I think the underline issue is that people missuse the tool. Honestly SDD in not Vibe coding. You can not expect from an agent to perform the task that you ask with you prompt in the way you like. This is why you need a more detailed and deeper context, able to survive across session, able somewhat to "learn" form existing and produced code. This is a looong discussion. Study you pointed did not take in consideration some parameter that are pillars of SDD. Like Scope definition, tool managements. As poor your specs are as poor will be the output. From there all the iterative work that is slowing down most of the "developers". I explain more here (dev.to/marcosomma/how-i-accidental...). Happy to get your feedback.
Good point, but it’s context-dependent: in familiar codebases, AI often adds review and debugging overhead, making experienced devs slower, while in greenfield or unfamiliar work it can still help. The real problem is teams relying on perceived productivity instead of measuring actual outcomes before making decisions.
All I can say is AI error adds up faster than we think. That's one of the weaknesses every AI model is facing right now.

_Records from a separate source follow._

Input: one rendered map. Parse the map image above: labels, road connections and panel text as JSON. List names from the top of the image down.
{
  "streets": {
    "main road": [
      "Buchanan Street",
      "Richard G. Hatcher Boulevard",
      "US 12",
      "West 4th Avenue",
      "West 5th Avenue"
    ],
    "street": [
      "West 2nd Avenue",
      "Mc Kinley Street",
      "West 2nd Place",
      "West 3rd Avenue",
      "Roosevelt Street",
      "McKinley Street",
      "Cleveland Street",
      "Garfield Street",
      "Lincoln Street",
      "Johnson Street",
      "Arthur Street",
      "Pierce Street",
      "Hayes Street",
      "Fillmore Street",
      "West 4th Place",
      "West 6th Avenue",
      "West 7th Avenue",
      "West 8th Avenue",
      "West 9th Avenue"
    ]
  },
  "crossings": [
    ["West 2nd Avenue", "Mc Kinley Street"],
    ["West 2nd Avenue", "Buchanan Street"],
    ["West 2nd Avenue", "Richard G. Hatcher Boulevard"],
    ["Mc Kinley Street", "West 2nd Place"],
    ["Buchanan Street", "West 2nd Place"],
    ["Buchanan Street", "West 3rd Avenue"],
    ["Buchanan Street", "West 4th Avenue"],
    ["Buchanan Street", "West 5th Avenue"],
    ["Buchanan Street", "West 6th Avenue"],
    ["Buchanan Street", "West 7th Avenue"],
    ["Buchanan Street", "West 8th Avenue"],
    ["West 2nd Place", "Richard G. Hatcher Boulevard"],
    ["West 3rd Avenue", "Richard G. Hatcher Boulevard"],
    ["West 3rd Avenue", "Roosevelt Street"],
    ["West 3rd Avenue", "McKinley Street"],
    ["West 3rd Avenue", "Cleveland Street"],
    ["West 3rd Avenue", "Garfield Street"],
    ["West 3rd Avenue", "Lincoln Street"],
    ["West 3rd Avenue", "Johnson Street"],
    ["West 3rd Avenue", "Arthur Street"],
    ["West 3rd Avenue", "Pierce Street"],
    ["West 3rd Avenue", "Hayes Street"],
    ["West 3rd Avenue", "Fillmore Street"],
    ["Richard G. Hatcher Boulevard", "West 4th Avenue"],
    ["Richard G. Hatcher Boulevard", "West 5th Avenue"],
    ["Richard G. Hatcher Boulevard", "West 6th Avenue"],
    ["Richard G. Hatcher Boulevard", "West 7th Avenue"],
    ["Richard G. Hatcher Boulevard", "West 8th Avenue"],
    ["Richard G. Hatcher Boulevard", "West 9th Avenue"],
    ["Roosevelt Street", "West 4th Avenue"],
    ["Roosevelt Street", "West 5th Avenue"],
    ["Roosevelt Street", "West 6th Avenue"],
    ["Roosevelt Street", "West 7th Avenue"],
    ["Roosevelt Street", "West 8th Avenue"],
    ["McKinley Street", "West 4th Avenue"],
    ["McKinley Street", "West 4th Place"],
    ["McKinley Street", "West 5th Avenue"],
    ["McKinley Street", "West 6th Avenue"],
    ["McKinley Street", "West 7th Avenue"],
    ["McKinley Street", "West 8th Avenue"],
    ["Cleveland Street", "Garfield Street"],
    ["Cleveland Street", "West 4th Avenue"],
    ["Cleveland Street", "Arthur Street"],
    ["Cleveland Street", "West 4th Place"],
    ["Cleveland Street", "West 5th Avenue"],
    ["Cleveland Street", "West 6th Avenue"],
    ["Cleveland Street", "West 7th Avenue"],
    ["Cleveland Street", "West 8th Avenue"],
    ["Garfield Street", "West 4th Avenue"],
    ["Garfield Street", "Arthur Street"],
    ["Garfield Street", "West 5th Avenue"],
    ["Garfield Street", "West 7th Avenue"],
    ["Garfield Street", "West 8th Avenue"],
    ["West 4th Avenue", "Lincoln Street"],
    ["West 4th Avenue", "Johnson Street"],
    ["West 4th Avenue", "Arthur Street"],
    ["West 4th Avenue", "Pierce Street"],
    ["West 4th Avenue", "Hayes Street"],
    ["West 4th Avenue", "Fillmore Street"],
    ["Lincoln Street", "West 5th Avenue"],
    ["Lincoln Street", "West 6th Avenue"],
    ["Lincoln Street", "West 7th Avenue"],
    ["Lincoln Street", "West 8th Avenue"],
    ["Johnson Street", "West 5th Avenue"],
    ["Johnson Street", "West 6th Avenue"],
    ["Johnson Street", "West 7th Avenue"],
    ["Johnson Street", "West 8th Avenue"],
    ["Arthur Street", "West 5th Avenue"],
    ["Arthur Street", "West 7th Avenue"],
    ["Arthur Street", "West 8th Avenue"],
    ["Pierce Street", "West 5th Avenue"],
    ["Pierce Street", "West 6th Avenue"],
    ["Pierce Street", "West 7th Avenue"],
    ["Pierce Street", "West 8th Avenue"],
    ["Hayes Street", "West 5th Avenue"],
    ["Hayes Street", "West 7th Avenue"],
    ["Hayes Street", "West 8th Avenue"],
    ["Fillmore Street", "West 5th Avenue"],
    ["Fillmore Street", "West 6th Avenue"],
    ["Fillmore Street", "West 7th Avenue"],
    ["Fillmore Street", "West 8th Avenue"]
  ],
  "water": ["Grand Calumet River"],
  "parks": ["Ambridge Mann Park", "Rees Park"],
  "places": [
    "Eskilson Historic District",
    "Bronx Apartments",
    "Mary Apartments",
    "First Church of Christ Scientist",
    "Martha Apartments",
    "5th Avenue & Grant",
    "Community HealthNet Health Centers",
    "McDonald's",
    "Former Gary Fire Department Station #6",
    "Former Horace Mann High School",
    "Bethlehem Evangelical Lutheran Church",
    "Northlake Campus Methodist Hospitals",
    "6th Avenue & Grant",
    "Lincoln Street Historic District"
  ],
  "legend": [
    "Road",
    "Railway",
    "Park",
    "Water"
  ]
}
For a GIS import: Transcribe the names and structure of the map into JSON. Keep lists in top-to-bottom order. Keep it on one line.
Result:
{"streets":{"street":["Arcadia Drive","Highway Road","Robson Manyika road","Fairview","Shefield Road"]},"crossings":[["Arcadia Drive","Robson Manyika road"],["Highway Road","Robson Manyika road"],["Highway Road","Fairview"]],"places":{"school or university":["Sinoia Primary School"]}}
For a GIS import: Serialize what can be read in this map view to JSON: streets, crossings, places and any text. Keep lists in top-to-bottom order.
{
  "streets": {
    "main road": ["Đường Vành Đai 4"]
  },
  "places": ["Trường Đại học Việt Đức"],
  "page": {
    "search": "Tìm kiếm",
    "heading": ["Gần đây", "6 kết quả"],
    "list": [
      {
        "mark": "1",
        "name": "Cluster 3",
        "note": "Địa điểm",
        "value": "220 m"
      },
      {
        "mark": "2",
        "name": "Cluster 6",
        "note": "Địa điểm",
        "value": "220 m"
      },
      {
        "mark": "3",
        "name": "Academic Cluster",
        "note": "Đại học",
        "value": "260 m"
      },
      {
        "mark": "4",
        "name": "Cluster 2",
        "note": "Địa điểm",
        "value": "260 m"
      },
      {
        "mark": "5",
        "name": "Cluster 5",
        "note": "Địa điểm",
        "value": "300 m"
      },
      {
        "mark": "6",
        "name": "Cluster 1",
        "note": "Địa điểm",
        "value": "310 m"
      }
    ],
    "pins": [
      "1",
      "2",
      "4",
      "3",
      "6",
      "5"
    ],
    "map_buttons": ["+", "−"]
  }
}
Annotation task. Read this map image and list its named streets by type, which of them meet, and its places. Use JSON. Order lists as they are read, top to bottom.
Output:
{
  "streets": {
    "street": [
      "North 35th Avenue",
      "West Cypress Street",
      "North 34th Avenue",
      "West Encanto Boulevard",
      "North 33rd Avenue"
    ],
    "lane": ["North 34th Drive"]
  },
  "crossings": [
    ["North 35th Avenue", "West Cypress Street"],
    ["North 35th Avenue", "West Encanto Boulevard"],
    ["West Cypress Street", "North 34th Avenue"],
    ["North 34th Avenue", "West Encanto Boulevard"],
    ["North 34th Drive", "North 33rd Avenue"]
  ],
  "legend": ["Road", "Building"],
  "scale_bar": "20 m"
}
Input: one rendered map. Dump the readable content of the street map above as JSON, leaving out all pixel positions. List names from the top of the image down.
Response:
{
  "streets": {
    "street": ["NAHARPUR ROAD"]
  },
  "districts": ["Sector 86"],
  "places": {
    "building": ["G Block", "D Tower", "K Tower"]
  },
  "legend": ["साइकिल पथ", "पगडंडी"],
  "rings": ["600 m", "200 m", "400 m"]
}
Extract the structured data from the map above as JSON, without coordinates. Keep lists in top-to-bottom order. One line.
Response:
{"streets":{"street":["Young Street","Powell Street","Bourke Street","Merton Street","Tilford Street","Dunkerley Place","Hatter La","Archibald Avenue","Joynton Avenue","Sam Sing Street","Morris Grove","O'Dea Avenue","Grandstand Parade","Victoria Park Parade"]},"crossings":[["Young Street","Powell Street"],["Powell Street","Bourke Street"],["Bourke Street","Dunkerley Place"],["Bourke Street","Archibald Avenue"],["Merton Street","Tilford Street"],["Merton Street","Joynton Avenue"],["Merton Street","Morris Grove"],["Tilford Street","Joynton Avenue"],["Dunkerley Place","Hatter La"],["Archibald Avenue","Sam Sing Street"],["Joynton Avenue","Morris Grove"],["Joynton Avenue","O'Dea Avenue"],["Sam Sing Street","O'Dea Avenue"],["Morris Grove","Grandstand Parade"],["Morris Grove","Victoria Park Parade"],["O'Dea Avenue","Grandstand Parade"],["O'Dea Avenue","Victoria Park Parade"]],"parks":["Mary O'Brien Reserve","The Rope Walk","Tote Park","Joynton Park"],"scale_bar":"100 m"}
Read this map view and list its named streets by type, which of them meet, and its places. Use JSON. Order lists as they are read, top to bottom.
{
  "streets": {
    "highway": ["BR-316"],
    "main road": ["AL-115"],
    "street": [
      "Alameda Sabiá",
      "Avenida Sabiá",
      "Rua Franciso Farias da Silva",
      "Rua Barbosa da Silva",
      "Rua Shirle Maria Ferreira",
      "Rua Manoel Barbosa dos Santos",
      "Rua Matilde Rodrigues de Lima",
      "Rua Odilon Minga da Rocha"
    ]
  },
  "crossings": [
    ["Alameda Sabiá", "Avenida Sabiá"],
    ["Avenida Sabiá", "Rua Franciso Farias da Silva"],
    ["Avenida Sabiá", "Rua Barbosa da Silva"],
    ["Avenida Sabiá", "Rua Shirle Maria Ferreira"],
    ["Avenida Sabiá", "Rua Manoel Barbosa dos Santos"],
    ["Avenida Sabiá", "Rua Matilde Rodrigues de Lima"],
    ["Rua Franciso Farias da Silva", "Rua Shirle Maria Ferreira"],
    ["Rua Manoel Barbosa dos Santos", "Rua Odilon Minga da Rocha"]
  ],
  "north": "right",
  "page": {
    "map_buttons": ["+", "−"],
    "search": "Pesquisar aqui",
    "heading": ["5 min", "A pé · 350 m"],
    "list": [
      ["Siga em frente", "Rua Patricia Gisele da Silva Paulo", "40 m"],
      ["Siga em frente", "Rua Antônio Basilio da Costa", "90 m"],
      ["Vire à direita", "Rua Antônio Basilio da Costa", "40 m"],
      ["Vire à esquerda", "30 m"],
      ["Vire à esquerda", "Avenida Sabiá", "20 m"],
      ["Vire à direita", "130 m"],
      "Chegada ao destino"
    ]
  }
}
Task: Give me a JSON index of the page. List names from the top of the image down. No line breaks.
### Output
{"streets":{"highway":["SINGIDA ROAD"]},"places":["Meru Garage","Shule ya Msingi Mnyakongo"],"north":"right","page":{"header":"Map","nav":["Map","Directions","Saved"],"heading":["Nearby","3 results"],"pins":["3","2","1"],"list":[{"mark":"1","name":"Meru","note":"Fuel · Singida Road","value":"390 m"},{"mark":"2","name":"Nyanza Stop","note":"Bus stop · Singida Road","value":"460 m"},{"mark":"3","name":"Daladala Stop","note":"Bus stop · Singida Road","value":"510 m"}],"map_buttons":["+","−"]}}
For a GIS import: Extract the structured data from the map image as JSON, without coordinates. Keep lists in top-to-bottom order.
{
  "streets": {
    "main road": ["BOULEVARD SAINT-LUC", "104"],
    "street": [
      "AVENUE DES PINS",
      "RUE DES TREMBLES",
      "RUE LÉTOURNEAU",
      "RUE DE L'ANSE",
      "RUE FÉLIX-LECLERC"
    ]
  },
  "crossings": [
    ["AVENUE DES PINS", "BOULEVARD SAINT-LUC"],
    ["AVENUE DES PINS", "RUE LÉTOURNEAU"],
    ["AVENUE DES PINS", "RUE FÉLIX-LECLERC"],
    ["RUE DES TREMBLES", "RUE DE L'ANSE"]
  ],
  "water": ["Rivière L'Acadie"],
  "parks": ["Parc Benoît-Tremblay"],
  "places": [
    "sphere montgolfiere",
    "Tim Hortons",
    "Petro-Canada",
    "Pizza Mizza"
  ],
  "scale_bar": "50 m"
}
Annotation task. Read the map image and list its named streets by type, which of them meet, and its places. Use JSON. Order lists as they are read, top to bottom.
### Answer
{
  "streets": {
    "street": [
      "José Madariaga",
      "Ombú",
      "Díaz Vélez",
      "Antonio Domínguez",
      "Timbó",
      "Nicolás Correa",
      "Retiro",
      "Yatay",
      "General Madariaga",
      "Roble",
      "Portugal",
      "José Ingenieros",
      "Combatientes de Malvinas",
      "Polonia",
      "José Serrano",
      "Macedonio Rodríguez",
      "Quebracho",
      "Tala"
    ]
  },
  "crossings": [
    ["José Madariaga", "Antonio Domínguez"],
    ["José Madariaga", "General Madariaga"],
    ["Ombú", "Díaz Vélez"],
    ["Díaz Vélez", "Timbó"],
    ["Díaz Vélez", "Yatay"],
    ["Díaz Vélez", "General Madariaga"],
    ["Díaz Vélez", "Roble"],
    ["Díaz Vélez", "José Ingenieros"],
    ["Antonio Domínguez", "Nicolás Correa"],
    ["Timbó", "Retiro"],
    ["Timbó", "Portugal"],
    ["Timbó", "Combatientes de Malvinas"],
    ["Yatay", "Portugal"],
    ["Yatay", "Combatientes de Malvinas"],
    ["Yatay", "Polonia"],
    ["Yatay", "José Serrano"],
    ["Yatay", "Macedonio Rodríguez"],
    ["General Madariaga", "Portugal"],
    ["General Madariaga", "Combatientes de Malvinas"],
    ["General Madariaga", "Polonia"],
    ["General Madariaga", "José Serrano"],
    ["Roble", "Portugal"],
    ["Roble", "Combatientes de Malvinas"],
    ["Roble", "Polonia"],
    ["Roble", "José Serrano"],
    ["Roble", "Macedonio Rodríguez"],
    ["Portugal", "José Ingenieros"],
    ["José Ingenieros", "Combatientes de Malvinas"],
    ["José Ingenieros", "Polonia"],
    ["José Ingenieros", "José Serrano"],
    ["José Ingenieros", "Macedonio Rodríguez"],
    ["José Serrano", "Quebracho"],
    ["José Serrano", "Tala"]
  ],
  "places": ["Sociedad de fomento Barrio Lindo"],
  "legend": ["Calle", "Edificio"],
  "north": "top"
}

It doesn't matter to those who don't look at the code generated by the AI. A thinly veiled nod to the creators of OpenClaw, Hermes Agent, Claude Code, who clearly embrace this. 🙃
Please don't do that on a serious project. The damage of a production bug (depending on the impact) can ruin a company.
Felt-speed vs measured-speed gap is the more interesting story. My guess: AI removes the friction of starting (no blank page anymore), which is what creates the felt-faster sensation. But the actual lag is in correction loops on AI output. The total wall-clock loses to the felt-relief.
the study measured experienced devs on their own familiar repos - arguably the worst scenario for AI. show me numbers for junior devs on greenfield tasks and the story might look totally different
Can you provide the source? I searched here, but I couldn't find it.
metr.org/blog/2025-07-10-early-202...
Here's an interesting exercise--replace "AI" with "Agile" throughout this post and see what you think.
Interesting gap perception gains don’t always match real productivity, especially when AI adds hidden overhead like review and correction.